Voices of bullying

Voices of Bullying

 

Dr. Bill Boerman-Cornell and two of his students at Trinity Christian College, Matt Mulder and Kaitlyn Manning, asked other Trinity students for stories of bullying. The following paragraphs are some of the responses they got.


“I remember when I was in middle school, I was a new kid (coming into a Christian school from a public school). I got picked on by older kids quite a bit (once they took my Bible out of my backpack and tore it in half). I remember, though, the day I found out there was another kid who had it worse than me. He spent every break time hiding behind one of the main doors to the school. When that door was open to let the students in and out, there was a triangular space created behind it. That’s where he hid, every break. I often wonder what the teachers were doing during break.”


“I experienced a lot of bullying in early middle school. For some reason, one of the guys in my class was convinced that I was gay, and wouldn’t let me go a day without reminding me of it. I don’t really know what set it off, but it made my sixth grade a living hell. I dealt with it the wrong way by just suppressing my anger for a while until eventually I shoved him very hard into a locker.”


“Third grade recess nearly always ushered in a wave of isolation. I did not fit in. The other girls saw me as a squirrelly white girl with obscure tastes and the boys wanted nothing to do with my cootie-infested awkwardness. I was the new girl, and no one likes the new girl. Because my parents were involved in the town, I knew one of the eighth-grade boys, so I tried talking to him often. His ‘girlfriend’ did not like that. Before school one day, she lifted me up against the red brick wall by my belt and told me that third-graders had no business speaking to eighth-graders. In the moment, I could not identify what fault I possessed that caused the other kids to pick on me. All I knew was that no one else in the class enjoyed reading as much as I did and that I fell almost immediately when I attempted double-dutch. The other children threatened and chased me around the playground. They never physically hurt me, but they instilled a deep fear in me that caused me to sit close to the teacher with a book in my hand as often as possible. That didn’t help, of course, because then I became the teacher’s pet. I never told the teacher and she never seemed to notice. I honestly felt as if the teachers did not like me either. I felt neglected and vulnerable. After two years of misery, little ten-year-old me convinced my parents to let me change schools again.

“I feared the cycle would continue by transferring, but the risk was worth it if it meant getting out of that school. However, this time I had a plan. I portrayed myself as tough, which of course I wasn’t, and kept my public book reading to a minimum. The kids as this school were much nicer. I learned that it was okay that I read, because they did it too, and not a single girl in my small class owned a jump rope. I gained friends quickly. Unfortunately, that went to my head. I realized that I got a new start in transferring, and I took full advantage of it. I noticed that picking on the girl with the baggy clothes and short hair formed a bond with some of the other girls. I didn’t even realize that within a year, I went from the victim to the bully. I did not think I was bullying.
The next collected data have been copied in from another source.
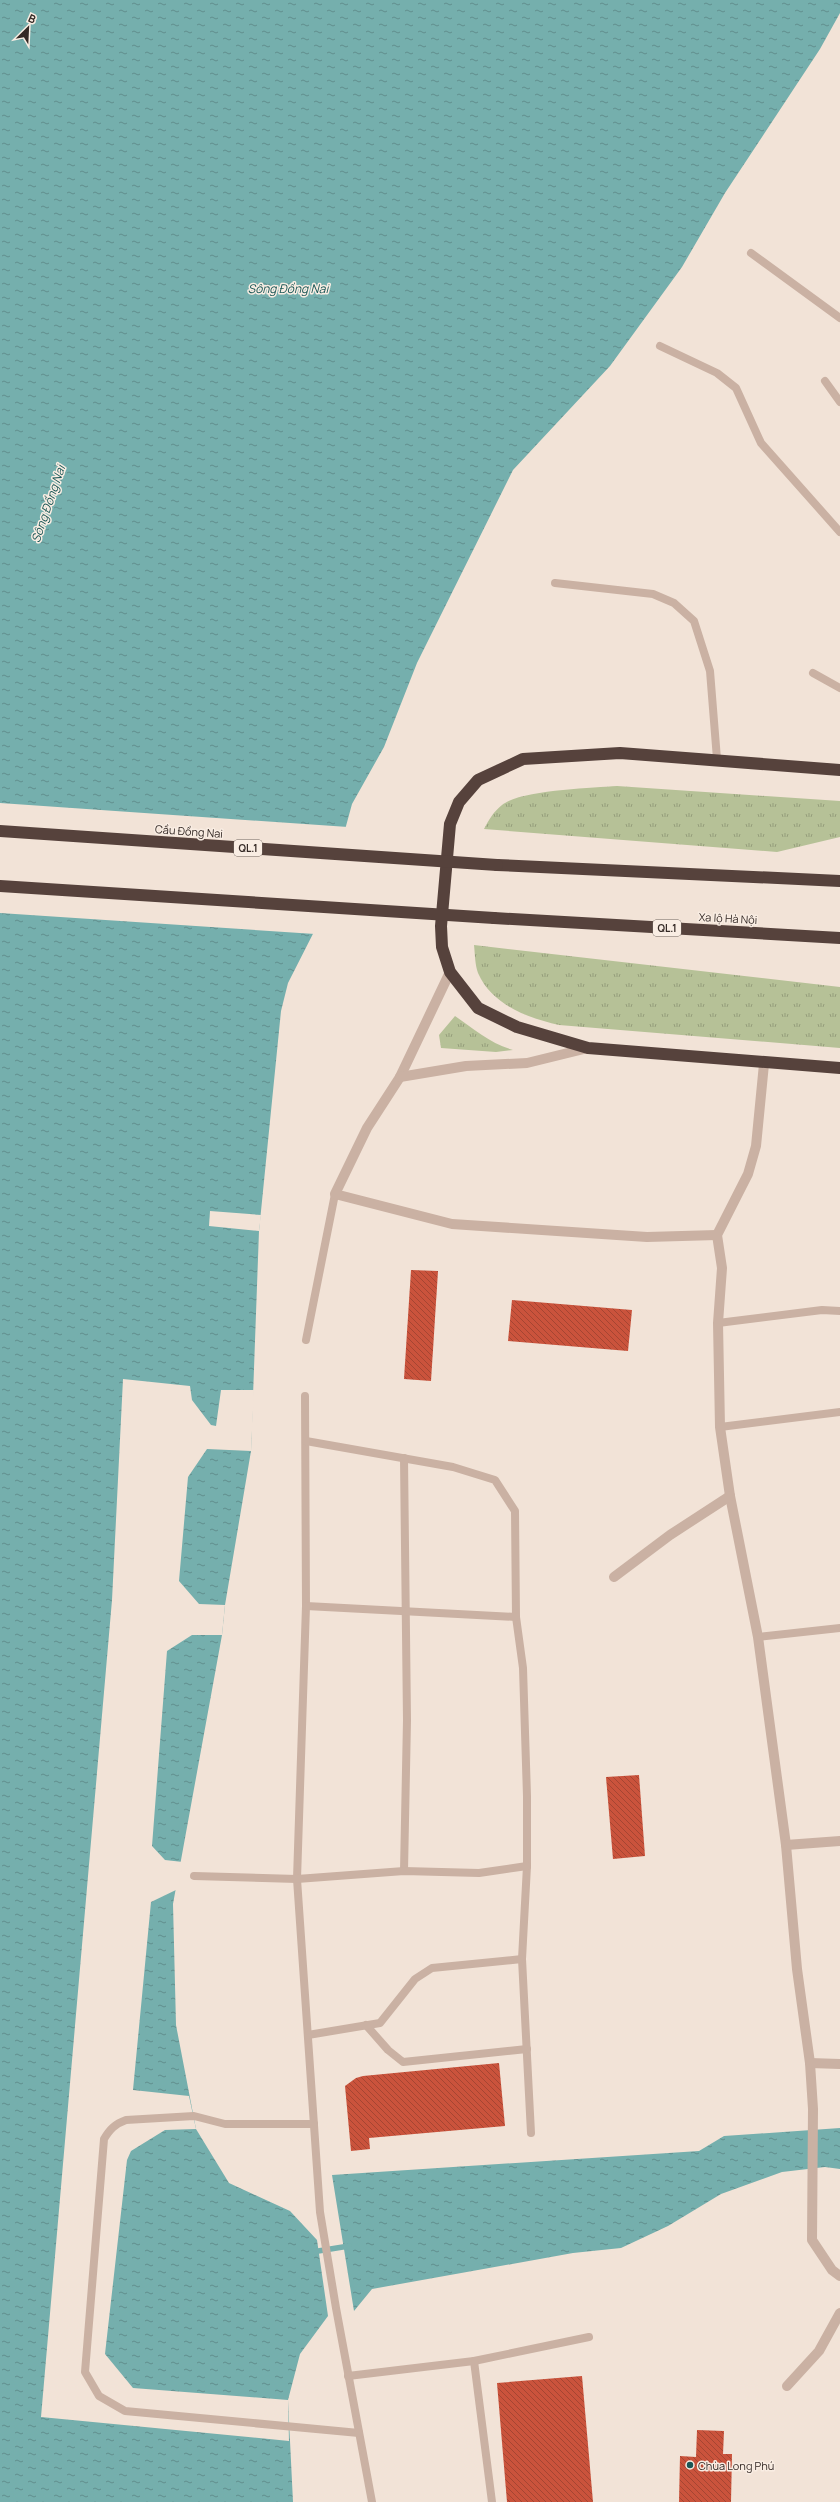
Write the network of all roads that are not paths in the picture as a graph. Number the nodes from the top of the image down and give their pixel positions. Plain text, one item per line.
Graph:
1 (751, 253) dead end
2 (840, 318) edge
3 (660, 346) dead end
4 (825, 381) dead end
5 (840, 402) edge
6 (840, 532) edge
7 (555, 583) dead end
8 (813, 674) dead end
9 (840, 688) edge
10 (718, 759) junction
11 (840, 770) edge
12 (0, 831) edge
13 (837, 879) edge
14 (0, 886) edge
15 (840, 938) edge
16 (450, 972) junction
17 (588, 1048) junction
18 (764, 1064) junction
19 (840, 1068) edge
20 (400, 1077) junction
21 (335, 1194) junction
22 (716, 1235) junction
23 (840, 1311) edge
24 (718, 1323) junction
25 (306, 1340) dead end
26 (305, 1396) dead end
27 (840, 1412) edge
28 (720, 1427) junction
29 (306, 1441) junction
30 (404, 1458) junction
31 (730, 1496) junction
32 (614, 1577) dead end
33 (306, 1606) junction
34 (405, 1612) junction
35 (516, 1617) junction
36 (840, 1628) edge
37 (758, 1637) junction
38 (840, 1841) edge
39 (786, 1845) junction
40 (527, 1866) junction
41 (404, 1871) junction
42 (194, 1876) dead end
43 (297, 1879) junction
44 (522, 1959) junction
45 (366, 2025) junction
46 (308, 2035) junction
47 (527, 2050) junction
48 (810, 2063) junction
49 (840, 2064) edge
50 (314, 2124) junction
51 (531, 2133) dead end
52 (840, 2276) edge
53 (840, 2313) edge
54 (589, 2337) dead end
55 (474, 2361) junction
56 (348, 2376) junction
57 (787, 2386) dead end
58 (359, 2433) junction
59 (372, 2502) edge
60 (492, 2502) edge

1 - 2 lane
3 - 6 lane
4 - 5 lane
7 - 10 lane
8 - 9 lane
10 - 11 highway
10 - 16 highway
12 - 13 highway, Cầu Đồng Nai / QL.1, bridge
14 - 15 highway, Xa lộ Hà Nội / QL.1, bridge
16 - 17 highway
16 - 20 street
17 - 18 highway
17 - 20 street
18 - 19 highway
18 - 22 street
20 - 21 street
21 - 22 street
21 - 25 lane
22 - 24 street
23 - 24 lane
24 - 28 street
26 - 29 lane
27 - 28 lane
28 - 31 street
29 - 30 lane
29 - 33 lane
30 - 34 lane
30 - 35 lane
31 - 32 street
31 - 37 street
33 - 34 lane
33 - 43 lane
34 - 35 lane
34 - 41 lane
35 - 40 lane
36 - 37 lane
37 - 39 street
38 - 39 street
39 - 48 street
40 - 41 lane
40 - 44 lane
41 - 43 lane
42 - 43 lane
43 - 46 lane
44 - 45 lane
44 - 47 lane
45 - 46 lane
45 - 47 lane
46 - 50 lane
47 - 51 lane
48 - 49 street
48 - 52 street
50 - 56 lane
50 - 58 lane
53 - 57 street
54 - 55 lane
55 - 56 lane
55 - 60 lane
56 - 58 lane
58 - 59 lane

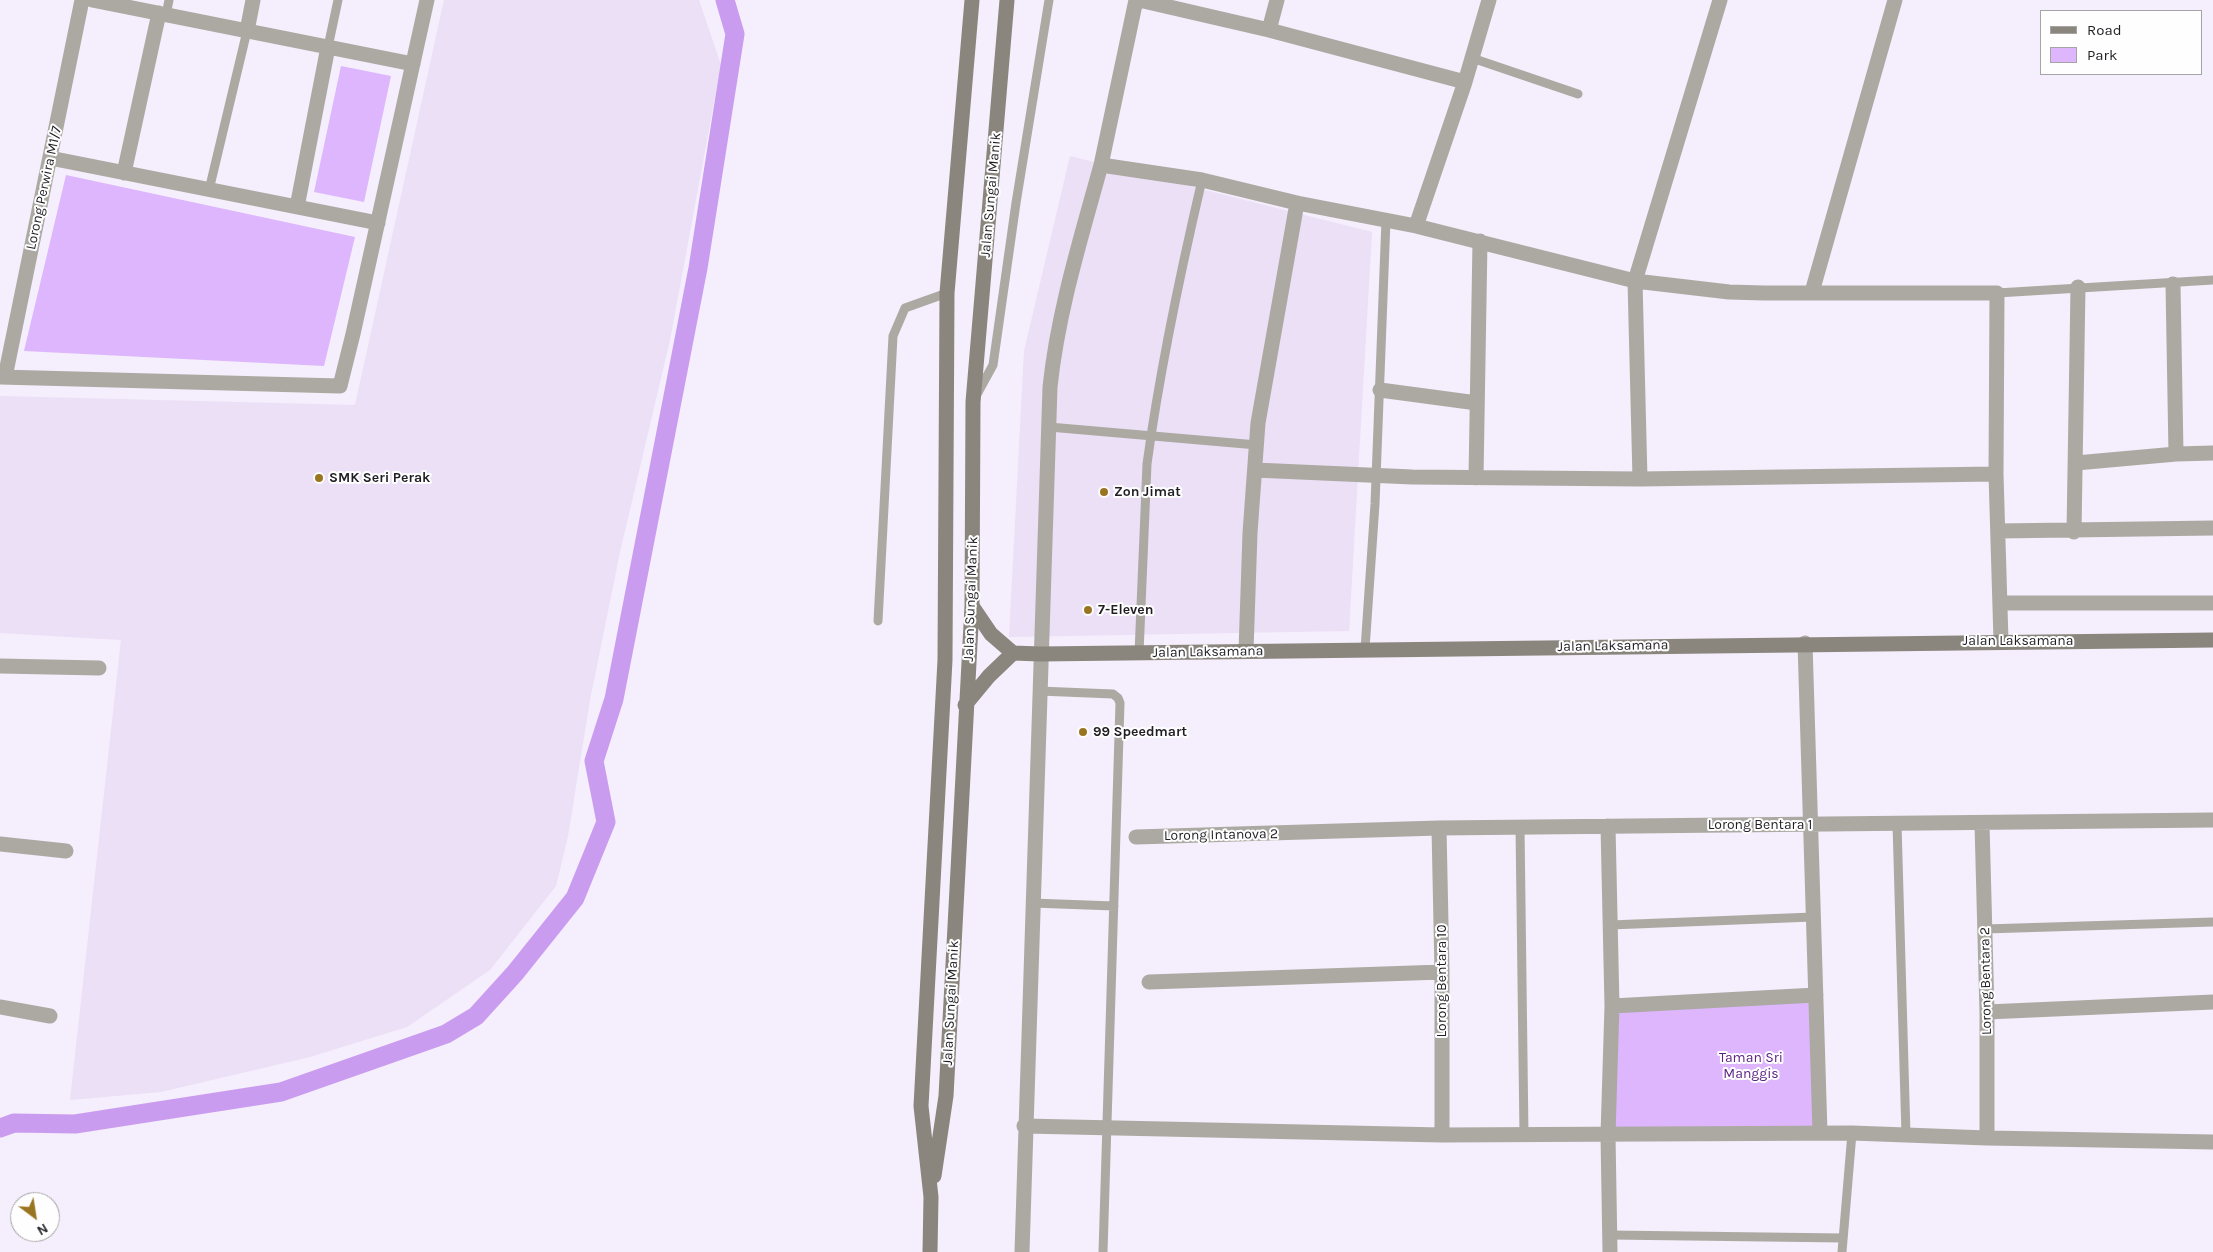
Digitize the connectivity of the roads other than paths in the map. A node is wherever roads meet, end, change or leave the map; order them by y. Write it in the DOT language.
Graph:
graph roads {
  1 [pos="82,0"];
  2 [pos="92,0"];
  3 [pos="253,0"];
  4 [pos="338,0"];
  5 [pos="426,0"];
  6 [pos="972,0"];
  7 [pos="1007,0"];
  8 [pos="1049,0"];
  9 [pos="1138,0"];
  10 [pos="1277,0"];
  11 [pos="1488,0"];
  12 [pos="1720,0"];
  13 [pos="1895,0"];
  14 [pos="165,9"];
  15 [pos="1268,30"];
  16 [pos="247,31"];
  17 [pos="328,47"];
  18 [pos="1472,58"];
  19 [pos="413,64"];
  20 [pos="1465,82"];
  21 [pos="1578,94"];
  22 [pos="50,158"];
  23 [pos="1101,165"];
  24 [pos="124,173"];
  25 [pos="1202,180"];
  26 [pos="209,190"];
  27 [pos="1297,203"];
  28 [pos="297,207"];
  29 [pos="1386,220"];
  30 [pos="378,223"];
  31 [pos="1416,226"];
  32 [pos="1480,241"];
  33 [pos="2213,280"];
  34 [pos="1635,281"];
  35 [pos="2173,284"];
  36 [pos="2078,287"];
  37 [pos="1812,292"];
  38 [pos="1997,292"];
  39 [pos="947,293"];
  40 [pos="3,377"];
  41 [pos="1380,390"];
  42 [pos="973,402"];
  43 [pos="1478,403"];
  44 [pos="1049,427"];
  45 [pos="1151,436"];
  46 [pos="1257,445"];
  47 [pos="2213,453"];
  48 [pos="2176,454"];
  49 [pos="2076,463"];
  50 [pos="1255,470"];
  51 [pos="1996,474"];
  52 [pos="1376,475"];
  53 [pos="1476,478"];
  54 [pos="1640,479"];
  55 [pos="2213,528"];
  56 [pos="1998,531"];
  57 [pos="2074,532"];
  58 [pos="2000,603"];
  59 [pos="2213,603"];
  60 [pos="972,606"];
  61 [pos="878,621"];
  62 [pos="2213,640"];
  63 [pos="2001,641"];
  64 [pos="1805,643"];
  65 [pos="1366,649"];
  66 [pos="1246,651"];
  67 [pos="1013,653"];
  68 [pos="1139,653"];
  69 [pos="1040,654"];
  70 [pos="0,666"];
  71 [pos="99,668"];
  72 [pos="1039,691"];
  73 [pos="966,705"];
  74 [pos="2213,820"];
  75 [pos="1810,824"];
  76 [pos="1897,824"];
  77 [pos="1982,824"];
  78 [pos="1520,826"];
  79 [pos="1608,826"];
  80 [pos="1439,828"];
  81 [pos="1306,833"];
  82 [pos="1136,837"];
  83 [pos="0,844"];
  84 [pos="66,851"];
  85 [pos="1032,904"];
  86 [pos="1114,906"];
  87 [pos="1813,917"];
  88 [pos="2213,922"];
  89 [pos="1610,925"];
  90 [pos="1985,929"];
  91 [pos="1442,972"];
  92 [pos="1149,982"];
  93 [pos="1816,995"];
  94 [pos="2213,1002"];
  95 [pos="1612,1006"];
  96 [pos="0,1007"];
  97 [pos="1987,1012"];
  98 [pos="50,1016"];
  99 [pos="1024,1126"];
  100 [pos="1106,1128"];
  101 [pos="1820,1133"];
  102 [pos="1852,1133"];
  103 [pos="1442,1135"];
  104 [pos="1524,1135"];
  105 [pos="1608,1135"];
  106 [pos="1906,1135"];
  107 [pos="1987,1138"];
  108 [pos="2213,1142"];
  109 [pos="930,1197"];
  110 [pos="1610,1235"];
  111 [pos="1843,1238"];
  112 [pos="930,1252"];
  113 [pos="1022,1252"];
  114 [pos="1103,1252"];
  115 [pos="1610,1252"];
  116 [pos="1842,1252"];
  1 -- 22 [label="street, Lorong Perwira M1/7"];
  2 -- 14 [label="street"];
  3 -- 16 [label="street"];
  4 -- 17 [label="lane"];
  5 -- 19 [label="street"];
  6 -- 39 [label="main road, Jalan Sungai Manik"];
  7 -- 42 [label="main road, Jalan Sungai Manik"];
  8 -- 42 [label="lane"];
  9 -- 15 [label="street"];
  9 -- 23 [label="street"];
  10 -- 15 [label="street"];
  11 -- 18 [label="street"];
  12 -- 34 [label="street"];
  13 -- 37 [label="street"];
  14 -- 16 [label="street"];
  14 -- 24 [label="street"];
  15 -- 20 [label="street"];
  16 -- 17 [label="street"];
  16 -- 26 [label="lane"];
  17 -- 19 [label="street"];
  17 -- 28 [label="street"];
  18 -- 20 [label="street"];
  18 -- 21 [label="lane"];
  19 -- 30 [label="street"];
  20 -- 31 [label="street"];
  22 -- 24 [label="street"];
  22 -- 40 [label="street, Lorong Perwira M1/7"];
  23 -- 25 [label="street"];
  23 -- 44 [label="street"];
  24 -- 26 [label="street"];
  25 -- 27 [label="street"];
  25 -- 45 [label="lane"];
  26 -- 28 [label="street"];
  27 -- 29 [label="street"];
  27 -- 46 [label="street"];
  28 -- 30 [label="street"];
  29 -- 31 [label="street"];
  29 -- 41 [label="lane"];
  30 -- 40 [label="street"];
  31 -- 32 [label="street"];
  32 -- 34 [label="street"];
  32 -- 43 [label="street"];
  33 -- 35 [label="lane"];
  34 -- 37 [label="street"];
  34 -- 54 [label="street"];
  35 -- 36 [label="lane"];
  35 -- 48 [label="street"];
  36 -- 38 [label="lane"];
  36 -- 49 [label="street"];
  37 -- 38 [label="street"];
  38 -- 51 [label="street"];
  39 -- 61 [label="lane"];
  39 -- 109 [label="main road, Jalan Sungai Manik"];
  41 -- 43 [label="street"];
  41 -- 52 [label="lane"];
  42 -- 60 [label="main road, Jalan Sungai Manik"];
  43 -- 53 [label="street"];
  44 -- 45 [label="lane"];
  44 -- 69 [label="street"];
  45 -- 46 [label="lane"];
  45 -- 68 [label="lane"];
  46 -- 50 [label="street"];
  47 -- 48 [label="street"];
  48 -- 49 [label="street"];
  49 -- 57 [label="street"];
  50 -- 52 [label="street"];
  50 -- 66 [label="street"];
  51 -- 54 [label="street"];
  51 -- 56 [label="street"];
  52 -- 53 [label="street"];
  52 -- 65 [label="lane"];
  53 -- 54 [label="street"];
  55 -- 57 [label="street"];
  56 -- 57 [label="street"];
  56 -- 58 [label="street"];
  58 -- 59 [label="street"];
  58 -- 63 [label="street"];
  60 -- 67 [label="main road"];
  60 -- 73 [label="main road, Jalan Sungai Manik"];
  62 -- 63 [label="main road, Jalan Laksamana"];
  63 -- 64 [label="main road, Jalan Laksamana"];
  64 -- 65 [label="main road, Jalan Laksamana"];
  64 -- 75 [label="street"];
  65 -- 66 [label="main road, Jalan Laksamana"];
  66 -- 68 [label="main road, Jalan Laksamana"];
  67 -- 69 [label="main road, Jalan Laksamana"];
  67 -- 73 [label="main road"];
  68 -- 69 [label="main road, Jalan Laksamana"];
  69 -- 72 [label="street"];
  70 -- 71 [label="street"];
  72 -- 85 [label="street"];
  72 -- 86 [label="lane"];
  73 -- 109 [label="main road, Jalan Sungai Manik"];
  74 -- 77 [label="street, Lorong Bentara 1"];
  75 -- 76 [label="street, Lorong Bentara 1"];
  75 -- 79 [label="street, Lorong Bentara 1"];
  75 -- 87 [label="street"];
  76 -- 77 [label="street, Lorong Bentara 1"];
  76 -- 106 [label="lane"];
  77 -- 90 [label="street, Lorong Bentara 2"];
  78 -- 79 [label="street, Lorong Bentara 1"];
  78 -- 80 [label="street, Lorong Bentara 1"];
  78 -- 104 [label="lane"];
  79 -- 89 [label="street"];
  80 -- 81 [label="street, Lorong Bentara 1"];
  80 -- 91 [label="street, Lorong Bentara 10"];
  81 -- 82 [label="street, Lorong Intanova 2"];
  83 -- 84 [label="street"];
  85 -- 86 [label="lane"];
  85 -- 99 [label="street"];
  86 -- 100 [label="lane"];
  87 -- 89 [label="lane"];
  87 -- 93 [label="street"];
  88 -- 90 [label="lane"];
  89 -- 95 [label="street"];
  90 -- 97 [label="street, Lorong Bentara 2"];
  91 -- 92 [label="street"];
  91 -- 103 [label="street, Lorong Bentara 10"];
  93 -- 95 [label="street"];
  93 -- 101 [label="street"];
  94 -- 97 [label="street"];
  95 -- 105 [label="street"];
  96 -- 98 [label="street"];
  97 -- 107 [label="street, Lorong Bentara 2"];
  99 -- 100 [label="street"];
  99 -- 113 [label="street"];
  100 -- 103 [label="street"];
  100 -- 114 [label="lane"];
  101 -- 102 [label="street"];
  101 -- 105 [label="street"];
  102 -- 106 [label="street"];
  102 -- 111 [label="lane"];
  103 -- 104 [label="street"];
  104 -- 105 [label="street"];
  105 -- 110 [label="street"];
  106 -- 107 [label="street"];
  107 -- 108 [label="street"];
  109 -- 112 [label="main road, Jalan Sungai Manik"];
  110 -- 111 [label="lane"];
  110 -- 115 [label="street"];
  111 -- 116 [label="lane"];
}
In my mind, she made me uncomfortable and I did not want to be around her. Years later, we became friends, and only then did I understand the damage I had inflicted in middle school.”


“I don’t think I’ve ever been a bully intentionally. That being said, I’m almost positive that I’ve been a bully to somebody or another. I’m a very pessimistic and cynical person a lot of the time, and that sometimes leads to me being quite mean to people around me. This usually makes me feel in control for a while, but overall it is quite bad.”


“A guy in my church was bullied badly when he was in high school. It was a Christian school and because he had a best friend, other guys in the class accused him of being gay. He knew he wasn’t gay, and he knew the smart thing to do would be to end the friendship, but he wasn’t willing to let them ruin that for him. The other guys really got nasty then. Finally he attempted suicide. It almost seems like they didn’t leave him any choice.”


“What can schools do about bullying? I think they can do exactly what my middle school didn’t really do: get rid of it at the source. My school never really addressed the issue, even though I brought it up, as did my mother. This lack of administrative intervention is what led me to shove that kid into a locker (and subsequently, my mother to tell off the administration when they called her and told her that I shoved a kid into a locker. I believe her exact words were something along the lines of ‘So now will you take care of this bullying thing?’).”


“I never had my head shoved in a toilet. I never was picked up and carried outside the school and thrown into a dumpster. Nobody ever threatened to fight me in the park after school. I have never been defamed on Facebook. I was never jammed into a locker. No one ever keyed my car or stole my phone or set me up on a fake date so they could ridicule me. Nope. The only thing that ever happened to me was that when I was in high school, older kids passing by would shove me into the wall and laugh and never look back. That’s it. But it felt like I was small and insignificant and hated. I know it hurt me deeply, and I can still feel that hurt. And if I can feel that, I can only imagine how the kids who did have their head shoved in a toilet, or had their car keyed, or were mocked, shunned, hurt, or abandoned must feel. Maybe as a teacher I could make a difference for some of those kids.”